The Server Resource Usage DM used for Condition 1 can include multiple metrics that monitor various health parameters like CPU usage, memory usage, disk I/O, etc. This way, you can create comprehensive alerts that take multiple factors into account.

The default system behavior is to generate notifications when both conditions are met (R1 and R2). 

If you prefer to trigger an alert when either the turnaround time is high or server resource usage is high, you can configure an OR condition (R1 or R2) in the evaluation script. 

This way, an alert generated for this rule will list the individual condition metrics and their interpretation.

Alert When Any or All Of The Conditions Turn True

In a default alert rule with multiple conditions, the system generates alerts when all conditions are met (e.g., R1 and R2 and R3 and R4).

If you want the system to trigger an alert when any of the conditions are true, you can configure the evaluation script with an OR condition, like R1 or R2 or R3 or R4.

You can also create custom evaluation logic by adjusting the evaluation script formula. For example, “R1 and (R2 or R3) and not R4” would generate an alert if R1 is true and either R2 or R3 is true, but R4 is not true.

Tracking State Changes Along With Other Conditions

In this example, suppose you want notifications when either the connectivity status is “Down” or the connectivity latency exceeds 100 ms. 

To achieve this, you would create two conditions: one using the Data Model for connectivity status and another for the Data Model for latency. The default behavior would be to generate alerts when both conditions are met. 

To make the system trigger an alert when either condition is true, you can adjust the evaluation script to use an OR condition, like R1 or R2. This way, you’ll receive notifications when either of the specified conditions is met.

Users Interested Only in Down Event Notification

If you’re only interested in receiving notifications when a component’s state changes to an undesired state, you can disable the alarm mode in the rule configuration. For instance, if you want to be notified only when the connectivity status changes to “Down,” you can achieve this by disabling the alarm mode in the rule.

Once alarm mode is disabled, the system will generate notifications at regular intervals (by default, every 5 minutes) as long as the connectivity status is down.

Throttling can be enabled if the frequency of updates is to be changed.
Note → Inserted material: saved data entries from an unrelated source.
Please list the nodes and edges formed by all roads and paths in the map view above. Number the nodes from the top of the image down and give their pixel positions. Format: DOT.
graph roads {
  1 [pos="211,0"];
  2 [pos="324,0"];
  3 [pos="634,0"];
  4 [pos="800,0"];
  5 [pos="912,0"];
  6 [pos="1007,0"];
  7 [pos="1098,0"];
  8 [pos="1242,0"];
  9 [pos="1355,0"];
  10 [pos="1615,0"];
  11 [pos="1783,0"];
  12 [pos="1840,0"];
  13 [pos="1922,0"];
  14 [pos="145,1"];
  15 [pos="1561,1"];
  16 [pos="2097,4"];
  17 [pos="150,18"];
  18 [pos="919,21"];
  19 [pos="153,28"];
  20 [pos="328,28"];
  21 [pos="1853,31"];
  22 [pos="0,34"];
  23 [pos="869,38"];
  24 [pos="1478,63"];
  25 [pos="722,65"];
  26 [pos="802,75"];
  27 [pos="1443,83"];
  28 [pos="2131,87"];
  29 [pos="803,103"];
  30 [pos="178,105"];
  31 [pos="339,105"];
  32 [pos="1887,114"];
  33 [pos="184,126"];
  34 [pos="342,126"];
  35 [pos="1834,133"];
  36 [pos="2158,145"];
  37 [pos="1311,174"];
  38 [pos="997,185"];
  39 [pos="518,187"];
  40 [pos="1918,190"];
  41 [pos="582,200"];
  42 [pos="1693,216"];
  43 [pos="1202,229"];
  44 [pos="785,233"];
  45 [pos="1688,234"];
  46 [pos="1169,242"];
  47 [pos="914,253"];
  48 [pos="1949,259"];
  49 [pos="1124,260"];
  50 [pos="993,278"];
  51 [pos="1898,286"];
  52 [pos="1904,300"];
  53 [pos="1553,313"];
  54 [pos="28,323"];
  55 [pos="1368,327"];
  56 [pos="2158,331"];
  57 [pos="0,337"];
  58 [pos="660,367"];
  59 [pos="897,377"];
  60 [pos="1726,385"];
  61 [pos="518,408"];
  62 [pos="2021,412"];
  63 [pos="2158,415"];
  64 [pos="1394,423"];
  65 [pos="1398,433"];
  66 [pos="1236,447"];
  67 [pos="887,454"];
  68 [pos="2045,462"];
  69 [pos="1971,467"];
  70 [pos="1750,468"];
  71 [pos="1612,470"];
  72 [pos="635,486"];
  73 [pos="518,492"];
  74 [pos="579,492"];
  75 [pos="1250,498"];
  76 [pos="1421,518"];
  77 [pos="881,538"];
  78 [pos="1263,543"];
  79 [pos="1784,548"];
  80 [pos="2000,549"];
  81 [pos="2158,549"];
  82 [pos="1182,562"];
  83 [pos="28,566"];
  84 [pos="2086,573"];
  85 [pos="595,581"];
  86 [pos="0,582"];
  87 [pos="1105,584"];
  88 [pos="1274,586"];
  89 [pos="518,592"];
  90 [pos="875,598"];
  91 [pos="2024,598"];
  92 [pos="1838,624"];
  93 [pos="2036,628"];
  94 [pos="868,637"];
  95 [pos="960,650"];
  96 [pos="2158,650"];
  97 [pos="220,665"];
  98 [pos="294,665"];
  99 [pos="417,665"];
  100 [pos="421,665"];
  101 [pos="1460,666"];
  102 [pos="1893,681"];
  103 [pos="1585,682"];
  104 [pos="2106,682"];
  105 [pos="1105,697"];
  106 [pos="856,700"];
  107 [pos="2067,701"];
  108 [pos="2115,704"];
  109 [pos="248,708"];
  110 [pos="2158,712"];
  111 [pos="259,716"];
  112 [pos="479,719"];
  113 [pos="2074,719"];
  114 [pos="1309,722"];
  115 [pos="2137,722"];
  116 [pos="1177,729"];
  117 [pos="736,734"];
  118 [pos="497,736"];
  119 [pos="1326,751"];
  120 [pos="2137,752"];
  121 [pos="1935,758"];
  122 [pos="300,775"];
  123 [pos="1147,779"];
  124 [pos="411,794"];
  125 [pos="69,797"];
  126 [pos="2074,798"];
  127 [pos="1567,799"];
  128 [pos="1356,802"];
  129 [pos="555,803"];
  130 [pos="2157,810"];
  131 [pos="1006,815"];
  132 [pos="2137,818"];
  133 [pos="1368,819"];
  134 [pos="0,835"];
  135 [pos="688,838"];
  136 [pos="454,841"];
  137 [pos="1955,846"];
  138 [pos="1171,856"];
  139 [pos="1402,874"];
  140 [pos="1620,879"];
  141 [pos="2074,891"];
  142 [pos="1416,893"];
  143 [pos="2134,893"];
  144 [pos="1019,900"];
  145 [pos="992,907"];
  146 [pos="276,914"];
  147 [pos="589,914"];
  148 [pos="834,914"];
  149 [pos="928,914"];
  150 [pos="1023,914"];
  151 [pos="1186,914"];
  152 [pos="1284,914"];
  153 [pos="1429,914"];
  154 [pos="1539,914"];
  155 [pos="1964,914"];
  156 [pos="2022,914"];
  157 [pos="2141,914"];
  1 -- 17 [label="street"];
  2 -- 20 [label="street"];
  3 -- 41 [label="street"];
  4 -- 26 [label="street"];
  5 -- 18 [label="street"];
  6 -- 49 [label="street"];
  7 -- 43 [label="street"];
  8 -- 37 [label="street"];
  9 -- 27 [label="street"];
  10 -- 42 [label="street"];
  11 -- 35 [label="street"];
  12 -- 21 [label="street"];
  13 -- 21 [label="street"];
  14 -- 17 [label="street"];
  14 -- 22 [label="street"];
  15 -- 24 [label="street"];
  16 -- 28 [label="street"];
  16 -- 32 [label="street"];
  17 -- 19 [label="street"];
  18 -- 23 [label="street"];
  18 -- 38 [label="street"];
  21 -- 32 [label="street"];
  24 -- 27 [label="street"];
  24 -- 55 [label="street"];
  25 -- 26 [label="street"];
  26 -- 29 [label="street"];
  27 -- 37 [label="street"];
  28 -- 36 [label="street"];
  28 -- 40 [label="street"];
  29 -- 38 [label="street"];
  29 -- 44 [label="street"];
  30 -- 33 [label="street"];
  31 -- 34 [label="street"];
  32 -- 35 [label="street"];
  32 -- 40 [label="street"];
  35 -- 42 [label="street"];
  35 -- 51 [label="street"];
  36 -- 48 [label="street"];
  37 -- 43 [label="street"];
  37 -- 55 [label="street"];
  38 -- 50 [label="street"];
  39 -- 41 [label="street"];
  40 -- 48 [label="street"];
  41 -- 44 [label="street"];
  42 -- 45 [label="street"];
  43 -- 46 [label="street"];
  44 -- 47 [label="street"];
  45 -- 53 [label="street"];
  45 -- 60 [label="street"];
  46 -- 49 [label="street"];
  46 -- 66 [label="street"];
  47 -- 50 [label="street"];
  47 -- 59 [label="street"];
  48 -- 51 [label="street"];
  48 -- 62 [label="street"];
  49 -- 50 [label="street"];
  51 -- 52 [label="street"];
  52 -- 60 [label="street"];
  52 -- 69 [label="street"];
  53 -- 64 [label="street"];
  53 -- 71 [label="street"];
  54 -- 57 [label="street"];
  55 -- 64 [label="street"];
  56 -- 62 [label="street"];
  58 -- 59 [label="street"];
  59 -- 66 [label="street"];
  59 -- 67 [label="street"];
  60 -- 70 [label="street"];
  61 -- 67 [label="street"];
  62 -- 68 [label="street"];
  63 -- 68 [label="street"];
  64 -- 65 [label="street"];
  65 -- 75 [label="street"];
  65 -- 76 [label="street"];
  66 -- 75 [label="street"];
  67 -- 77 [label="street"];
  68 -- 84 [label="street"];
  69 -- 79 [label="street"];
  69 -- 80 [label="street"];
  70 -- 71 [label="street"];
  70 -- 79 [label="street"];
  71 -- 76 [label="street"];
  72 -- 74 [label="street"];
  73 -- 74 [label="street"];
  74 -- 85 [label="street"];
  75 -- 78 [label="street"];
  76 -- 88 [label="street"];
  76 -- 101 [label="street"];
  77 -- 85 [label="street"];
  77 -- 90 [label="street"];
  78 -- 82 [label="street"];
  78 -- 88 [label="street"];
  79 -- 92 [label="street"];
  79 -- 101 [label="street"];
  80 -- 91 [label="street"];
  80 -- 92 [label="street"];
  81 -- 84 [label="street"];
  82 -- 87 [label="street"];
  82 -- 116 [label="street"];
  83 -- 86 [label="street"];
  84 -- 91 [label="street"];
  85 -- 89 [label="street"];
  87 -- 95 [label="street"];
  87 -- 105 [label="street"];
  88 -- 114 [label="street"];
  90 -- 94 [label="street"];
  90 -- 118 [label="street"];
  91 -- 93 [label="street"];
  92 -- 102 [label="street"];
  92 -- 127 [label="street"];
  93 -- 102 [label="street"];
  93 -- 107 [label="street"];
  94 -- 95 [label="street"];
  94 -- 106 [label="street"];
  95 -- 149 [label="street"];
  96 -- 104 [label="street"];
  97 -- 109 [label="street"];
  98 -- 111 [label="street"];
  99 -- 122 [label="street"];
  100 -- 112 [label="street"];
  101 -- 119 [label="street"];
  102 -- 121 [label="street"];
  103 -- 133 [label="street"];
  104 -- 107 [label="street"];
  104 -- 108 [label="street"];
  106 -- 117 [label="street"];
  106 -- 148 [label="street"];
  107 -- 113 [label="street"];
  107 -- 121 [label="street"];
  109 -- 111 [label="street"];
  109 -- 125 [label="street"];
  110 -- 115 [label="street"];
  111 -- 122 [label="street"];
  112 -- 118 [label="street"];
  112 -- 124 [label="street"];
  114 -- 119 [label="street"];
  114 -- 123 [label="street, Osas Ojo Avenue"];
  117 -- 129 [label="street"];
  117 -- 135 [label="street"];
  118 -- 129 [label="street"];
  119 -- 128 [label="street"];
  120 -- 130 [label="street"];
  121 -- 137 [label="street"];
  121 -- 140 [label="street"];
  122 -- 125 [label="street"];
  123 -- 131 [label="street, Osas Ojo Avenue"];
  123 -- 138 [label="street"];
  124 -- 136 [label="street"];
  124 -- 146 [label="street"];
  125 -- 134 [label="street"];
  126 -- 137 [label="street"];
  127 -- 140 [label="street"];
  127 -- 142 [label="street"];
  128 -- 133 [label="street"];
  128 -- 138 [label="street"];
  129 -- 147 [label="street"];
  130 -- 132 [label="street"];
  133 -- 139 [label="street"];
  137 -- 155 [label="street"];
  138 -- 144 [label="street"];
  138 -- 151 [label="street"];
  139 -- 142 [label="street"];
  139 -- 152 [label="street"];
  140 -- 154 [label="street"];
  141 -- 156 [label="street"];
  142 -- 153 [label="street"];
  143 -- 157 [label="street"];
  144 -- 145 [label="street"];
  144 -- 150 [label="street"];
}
Please note that there will be no clear alarm generated and if the condition clears, it will just stop generating notifications.

Summarized Notifications

In cases where vuSmartMaps is used to monitor the success rate of various transactions in an E-commerce application, and you want to receive notifications when the success rate of any transaction type falls below 85%, you can configure summarized notifications. 

This will help you get a comprehensive alert when multiple related conditions occur.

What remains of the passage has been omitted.